Number 31 to Be Retired to Honor Jenkins and Maddux

Two dominant pitchers shared the same number.

For much of the past 40 years, the number 31 has symbolized excellence in pitching for the Chicago Cubs. It was worn first by Ferguson Jenkins, then by Greg Maddux. Now, these two men who made the number great will be honored by the Cubs with the retirement of No. 31 so that no other Cub can wear it, and so that it will fly over Wrigley Field.

Jenkins is a Hall-of-Famer who held court at Wrigley Field in the late 60s and early 70s, and then ended his career with a stint on the North Side in the early 80s. He had six 20-win seasons for the Cubs, with his most dominating point coming in 1971. During that Cy Young-winning season, he won 24 games and had a 2.72 ERA.

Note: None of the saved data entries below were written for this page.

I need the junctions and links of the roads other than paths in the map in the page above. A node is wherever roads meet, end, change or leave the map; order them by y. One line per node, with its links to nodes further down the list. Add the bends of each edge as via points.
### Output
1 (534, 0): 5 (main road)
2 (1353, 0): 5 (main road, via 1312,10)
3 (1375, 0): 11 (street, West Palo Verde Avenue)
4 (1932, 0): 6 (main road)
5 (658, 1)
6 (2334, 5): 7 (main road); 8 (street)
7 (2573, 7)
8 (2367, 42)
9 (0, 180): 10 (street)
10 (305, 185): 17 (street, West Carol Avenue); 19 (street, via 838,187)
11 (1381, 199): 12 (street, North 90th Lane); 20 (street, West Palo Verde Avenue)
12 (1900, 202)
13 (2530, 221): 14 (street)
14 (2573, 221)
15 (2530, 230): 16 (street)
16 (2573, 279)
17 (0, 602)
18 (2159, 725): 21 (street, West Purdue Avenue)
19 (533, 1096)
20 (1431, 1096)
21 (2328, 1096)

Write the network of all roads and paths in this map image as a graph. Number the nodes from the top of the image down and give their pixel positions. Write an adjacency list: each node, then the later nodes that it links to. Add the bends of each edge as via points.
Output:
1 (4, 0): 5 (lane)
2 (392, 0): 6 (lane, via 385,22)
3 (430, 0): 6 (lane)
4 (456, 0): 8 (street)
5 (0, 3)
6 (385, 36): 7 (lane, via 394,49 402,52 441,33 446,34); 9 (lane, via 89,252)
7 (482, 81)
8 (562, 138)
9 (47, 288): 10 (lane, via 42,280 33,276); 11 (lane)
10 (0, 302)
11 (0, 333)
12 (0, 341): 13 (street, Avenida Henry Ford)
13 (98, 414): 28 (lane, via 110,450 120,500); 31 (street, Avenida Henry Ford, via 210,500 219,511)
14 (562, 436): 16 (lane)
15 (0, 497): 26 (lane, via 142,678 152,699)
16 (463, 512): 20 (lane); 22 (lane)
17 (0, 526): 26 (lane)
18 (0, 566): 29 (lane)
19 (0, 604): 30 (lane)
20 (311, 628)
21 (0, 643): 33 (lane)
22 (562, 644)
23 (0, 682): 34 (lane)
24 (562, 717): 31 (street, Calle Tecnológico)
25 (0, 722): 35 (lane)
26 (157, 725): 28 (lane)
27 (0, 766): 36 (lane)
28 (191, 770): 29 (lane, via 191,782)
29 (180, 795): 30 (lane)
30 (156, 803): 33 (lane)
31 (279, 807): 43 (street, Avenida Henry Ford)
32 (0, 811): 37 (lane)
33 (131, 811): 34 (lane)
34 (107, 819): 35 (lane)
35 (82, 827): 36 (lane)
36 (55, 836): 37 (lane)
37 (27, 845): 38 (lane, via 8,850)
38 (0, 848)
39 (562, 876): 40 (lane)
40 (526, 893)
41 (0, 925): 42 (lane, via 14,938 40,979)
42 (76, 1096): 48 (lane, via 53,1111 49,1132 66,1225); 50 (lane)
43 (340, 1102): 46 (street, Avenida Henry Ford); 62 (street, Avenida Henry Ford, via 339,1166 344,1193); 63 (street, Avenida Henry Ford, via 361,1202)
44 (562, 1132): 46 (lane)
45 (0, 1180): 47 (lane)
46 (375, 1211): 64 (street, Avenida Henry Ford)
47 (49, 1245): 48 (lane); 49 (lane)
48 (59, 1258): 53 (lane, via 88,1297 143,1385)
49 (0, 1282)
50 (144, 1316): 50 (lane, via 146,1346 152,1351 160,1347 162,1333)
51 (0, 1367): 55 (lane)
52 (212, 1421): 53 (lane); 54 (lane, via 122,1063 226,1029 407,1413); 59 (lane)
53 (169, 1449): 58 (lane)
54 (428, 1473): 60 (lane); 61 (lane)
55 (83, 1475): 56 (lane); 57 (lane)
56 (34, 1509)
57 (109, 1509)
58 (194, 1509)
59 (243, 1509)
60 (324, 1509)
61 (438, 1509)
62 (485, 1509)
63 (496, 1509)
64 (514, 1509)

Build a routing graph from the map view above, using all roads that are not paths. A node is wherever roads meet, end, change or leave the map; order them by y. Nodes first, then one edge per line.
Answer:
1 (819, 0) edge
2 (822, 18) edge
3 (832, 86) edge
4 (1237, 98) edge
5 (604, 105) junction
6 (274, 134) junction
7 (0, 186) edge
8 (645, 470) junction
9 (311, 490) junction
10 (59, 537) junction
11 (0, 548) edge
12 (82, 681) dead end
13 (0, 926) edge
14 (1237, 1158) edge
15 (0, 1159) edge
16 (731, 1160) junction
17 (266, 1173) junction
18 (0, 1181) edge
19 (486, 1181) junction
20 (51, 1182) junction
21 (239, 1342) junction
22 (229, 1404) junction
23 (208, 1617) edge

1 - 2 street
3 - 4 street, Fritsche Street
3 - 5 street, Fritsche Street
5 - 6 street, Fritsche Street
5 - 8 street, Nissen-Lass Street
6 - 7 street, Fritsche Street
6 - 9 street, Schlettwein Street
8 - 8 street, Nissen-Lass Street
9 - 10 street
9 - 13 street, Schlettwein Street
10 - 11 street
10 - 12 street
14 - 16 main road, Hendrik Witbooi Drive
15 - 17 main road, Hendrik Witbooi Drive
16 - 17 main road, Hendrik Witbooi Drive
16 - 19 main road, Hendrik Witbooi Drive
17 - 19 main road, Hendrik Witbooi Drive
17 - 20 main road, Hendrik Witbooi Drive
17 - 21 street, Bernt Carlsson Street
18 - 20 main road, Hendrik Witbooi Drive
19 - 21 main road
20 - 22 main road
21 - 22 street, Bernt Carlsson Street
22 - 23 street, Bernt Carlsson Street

Maddux was equally dominating, wearing Cubbie blue from 1986-92, and again from 2004-06. Compared to Jenkins' overpowering pitching, Maddux is more accurately compared to a surgeon, slicing up the strike zone and befuddling batters. He also won a Cy Young for his most dominant season with the team, a 20-win gem in 1992. Though he left on semi-acrimonious terms, he returned to the Cubs early this decade and helped groom younger pitchers while winning 28 games in two full seasons.

Though their pitching styles were very different, the two had similar experiences as a Cub. They both were on teams that came close to tasting glory -- Jenkins was part of the 1968 team that collapsed and lost the pennant to the Mets, and Maddux was on the 1989 team that won the division but was swept out of the playoffs -- but never got to the promised land. They will now be forever connected by their retired number as two of the greatest Cubs of all time.